Artinya bahwa, sebutan malam Bara’ah ini, memberikan keyakinan kuat dari setiap hamba Allah yang beriman tentang keberkahan Allah subhanahu wata’ala yang terjadi dan tercurahkan di bumi pada malam 15 di bulan Sya’ban. Nama menunjukkan kemulian, keistimewaan dan keagungan. Ada beberapa indikator yang menunjukkan bahwa sebutan malam Bara’ah ini, benar-benar tercurahkan keberkahan Allah subhanahu wata’ala padanya. Di antara diindikator tersebut adalah sebagaimana diberikut ini:

  1. Malam pertengahan bulan Sya’ban (nishfi Sya’ban) merupakan malam hari raya para malaikat. Tentunya saja semua malaikat tanpa kecuali, turun di bumi untuk memeriahkan malam tersebut. Jika para hamba Allah melakukan berbagai amalan di malam tersebut, baik shalat, berzikir, membaca Al-Qur’an, menghatamkan Al-Qur’an dan lainnya, maka tentu ikut mendapat keberkahan malam tersebut, karena ikut serta dalam memakmurkan malam hari raya para malaikat.
  2. Malam tersebut semua pintu-pintu langit dibuka. Setiap pintu-pintu langit tersebut terdengar seruan para malaikat dengan motif-motif seruan yang berbeda antara pintu langit satu dengan pintu langit lainnya.
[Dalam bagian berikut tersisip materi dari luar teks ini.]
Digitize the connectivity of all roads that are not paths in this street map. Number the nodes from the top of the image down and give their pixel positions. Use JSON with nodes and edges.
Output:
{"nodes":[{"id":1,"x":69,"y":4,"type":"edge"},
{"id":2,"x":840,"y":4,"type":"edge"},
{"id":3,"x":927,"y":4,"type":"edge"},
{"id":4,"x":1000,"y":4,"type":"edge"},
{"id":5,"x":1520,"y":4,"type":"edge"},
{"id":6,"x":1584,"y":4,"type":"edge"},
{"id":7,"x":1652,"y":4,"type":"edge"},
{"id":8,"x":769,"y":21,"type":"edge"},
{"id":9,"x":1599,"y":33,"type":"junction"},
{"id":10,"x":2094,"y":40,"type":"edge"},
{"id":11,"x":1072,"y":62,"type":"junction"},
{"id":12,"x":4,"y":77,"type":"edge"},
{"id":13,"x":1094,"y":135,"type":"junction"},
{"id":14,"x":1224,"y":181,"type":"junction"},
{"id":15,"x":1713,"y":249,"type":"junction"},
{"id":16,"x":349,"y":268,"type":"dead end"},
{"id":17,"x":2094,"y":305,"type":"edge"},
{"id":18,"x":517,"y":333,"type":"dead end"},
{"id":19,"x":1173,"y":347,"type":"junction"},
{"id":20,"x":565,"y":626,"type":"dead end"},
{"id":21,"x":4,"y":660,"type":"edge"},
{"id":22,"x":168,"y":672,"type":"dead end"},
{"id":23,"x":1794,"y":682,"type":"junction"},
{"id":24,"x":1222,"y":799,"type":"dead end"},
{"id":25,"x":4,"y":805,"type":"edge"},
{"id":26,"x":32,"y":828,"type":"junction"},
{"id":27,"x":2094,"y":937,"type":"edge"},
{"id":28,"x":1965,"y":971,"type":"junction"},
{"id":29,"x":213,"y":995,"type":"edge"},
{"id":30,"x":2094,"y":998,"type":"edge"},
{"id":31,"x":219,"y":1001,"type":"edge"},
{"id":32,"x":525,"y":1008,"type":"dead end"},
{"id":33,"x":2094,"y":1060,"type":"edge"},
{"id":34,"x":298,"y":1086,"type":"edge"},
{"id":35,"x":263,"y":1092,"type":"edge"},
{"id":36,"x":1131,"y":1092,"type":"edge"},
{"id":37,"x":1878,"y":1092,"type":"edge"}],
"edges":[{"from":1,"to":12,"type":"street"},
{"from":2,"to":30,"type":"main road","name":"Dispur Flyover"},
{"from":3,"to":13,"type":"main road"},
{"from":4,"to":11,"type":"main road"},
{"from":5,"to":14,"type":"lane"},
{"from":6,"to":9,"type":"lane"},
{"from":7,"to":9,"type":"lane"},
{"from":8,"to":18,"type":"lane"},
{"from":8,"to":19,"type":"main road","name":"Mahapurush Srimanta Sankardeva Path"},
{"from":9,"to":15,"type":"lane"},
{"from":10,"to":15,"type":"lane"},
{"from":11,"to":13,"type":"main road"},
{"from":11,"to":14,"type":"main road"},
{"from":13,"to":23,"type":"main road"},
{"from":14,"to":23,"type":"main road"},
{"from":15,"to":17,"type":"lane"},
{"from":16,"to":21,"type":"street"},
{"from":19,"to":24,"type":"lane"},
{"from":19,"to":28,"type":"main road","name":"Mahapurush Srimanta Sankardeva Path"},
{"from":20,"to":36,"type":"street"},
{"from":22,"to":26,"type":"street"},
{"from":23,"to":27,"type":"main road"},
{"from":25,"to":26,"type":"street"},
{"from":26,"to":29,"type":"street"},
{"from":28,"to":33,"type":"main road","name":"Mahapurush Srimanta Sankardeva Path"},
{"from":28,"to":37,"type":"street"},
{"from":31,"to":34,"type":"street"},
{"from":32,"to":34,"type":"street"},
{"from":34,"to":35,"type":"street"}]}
Seruan-seruan itu kepada hamba Allah di bumi yang ikut memerihkan dan memakmurkan malam tersebut.
  3. Di akhir malam tersebut, Rasul Sallallahu alaihi wasallam mengakhiri aktivitasnya dengan menyampaikan permohonan perlindungan kepada Allah subhanahu wata’ala dengan 3 perlindungan, yaitu; 1) berlindung dengan keridhaan-Mu dari kemurkaan-Mu, 2) dengan keselamatan-Mu dari hukuman-Mu, 3) berlindung kepada-Mu dari siksaan-Mu.[7]

Demikian tulisan ini dituliskan, semoga dapat memberikan keberkahan bagi setiap hamba Allah. (*)
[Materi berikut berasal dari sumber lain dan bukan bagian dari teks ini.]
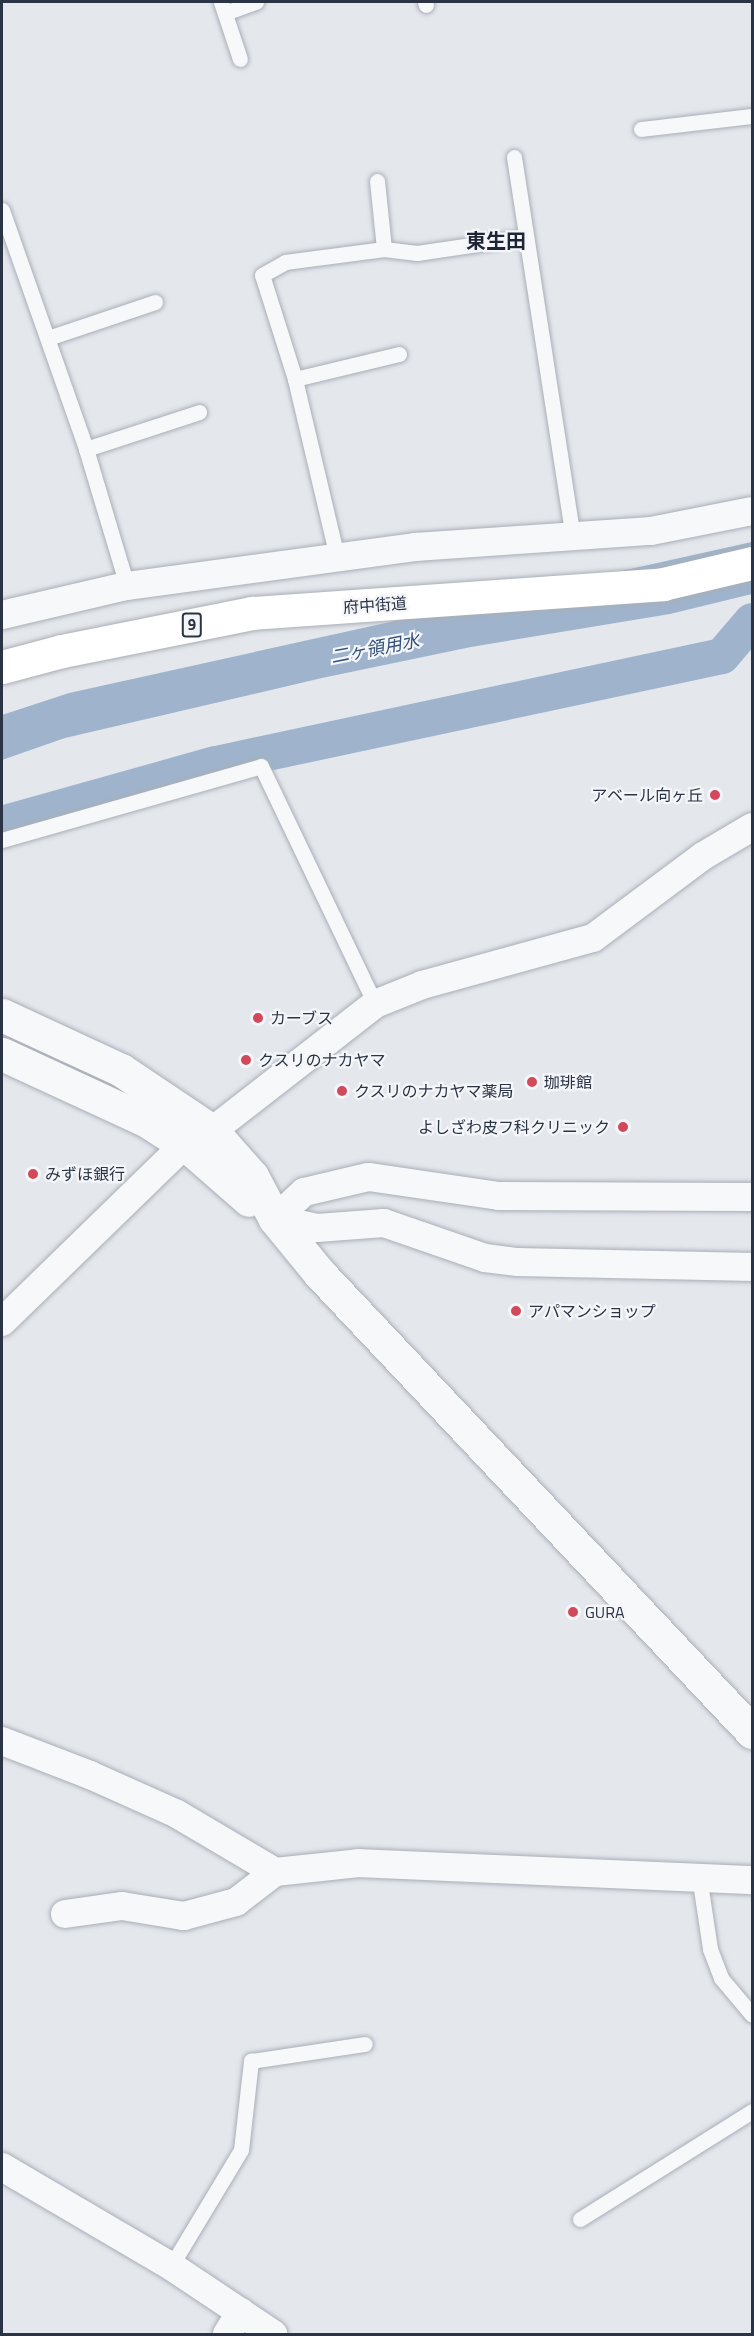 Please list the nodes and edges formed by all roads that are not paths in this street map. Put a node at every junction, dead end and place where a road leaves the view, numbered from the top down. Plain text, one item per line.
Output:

*Taburkan kebaikan kapan dan di mana pun kita berada, walaupun hanya sekejap dalam pikiran, ucapan dan perbuatan kita*.      


[1]TIM Redaksi, Kamus Bahasa Indonesia Untuk Pelajar, Badan Pengembangan dan Pembinaan Bahasa Kementerian Pendidikan dan Kebudayaan, 2011, hal. 329.

[2]TIM Redaksi, Kamus Bahasa Indonesia Untuk Pelajar, 2011, hal. 607

[3]https://muslim.or.id/88853-nikmat-waktu-dalam-pandangan-seorang muslim.html, 2025, muslim.or.id

[4]Www, diakses Kamis, 13 Pebruari 2025, jam 21.00 WIT

[5]https://muslim.or.id/88853-nikmat-waktu-dalam-pandangan-seorang muslim.html, 2025 muslim.or.id

[6]Kementerian Agama, .Al-Qur’an dan Terjemahnya. (Jakarta: Direktorat Jenderal Bimbingan Masyarakat Islam Direktorat urusan Agama Islam dan Pembinaan Syari’ah, 2012. h.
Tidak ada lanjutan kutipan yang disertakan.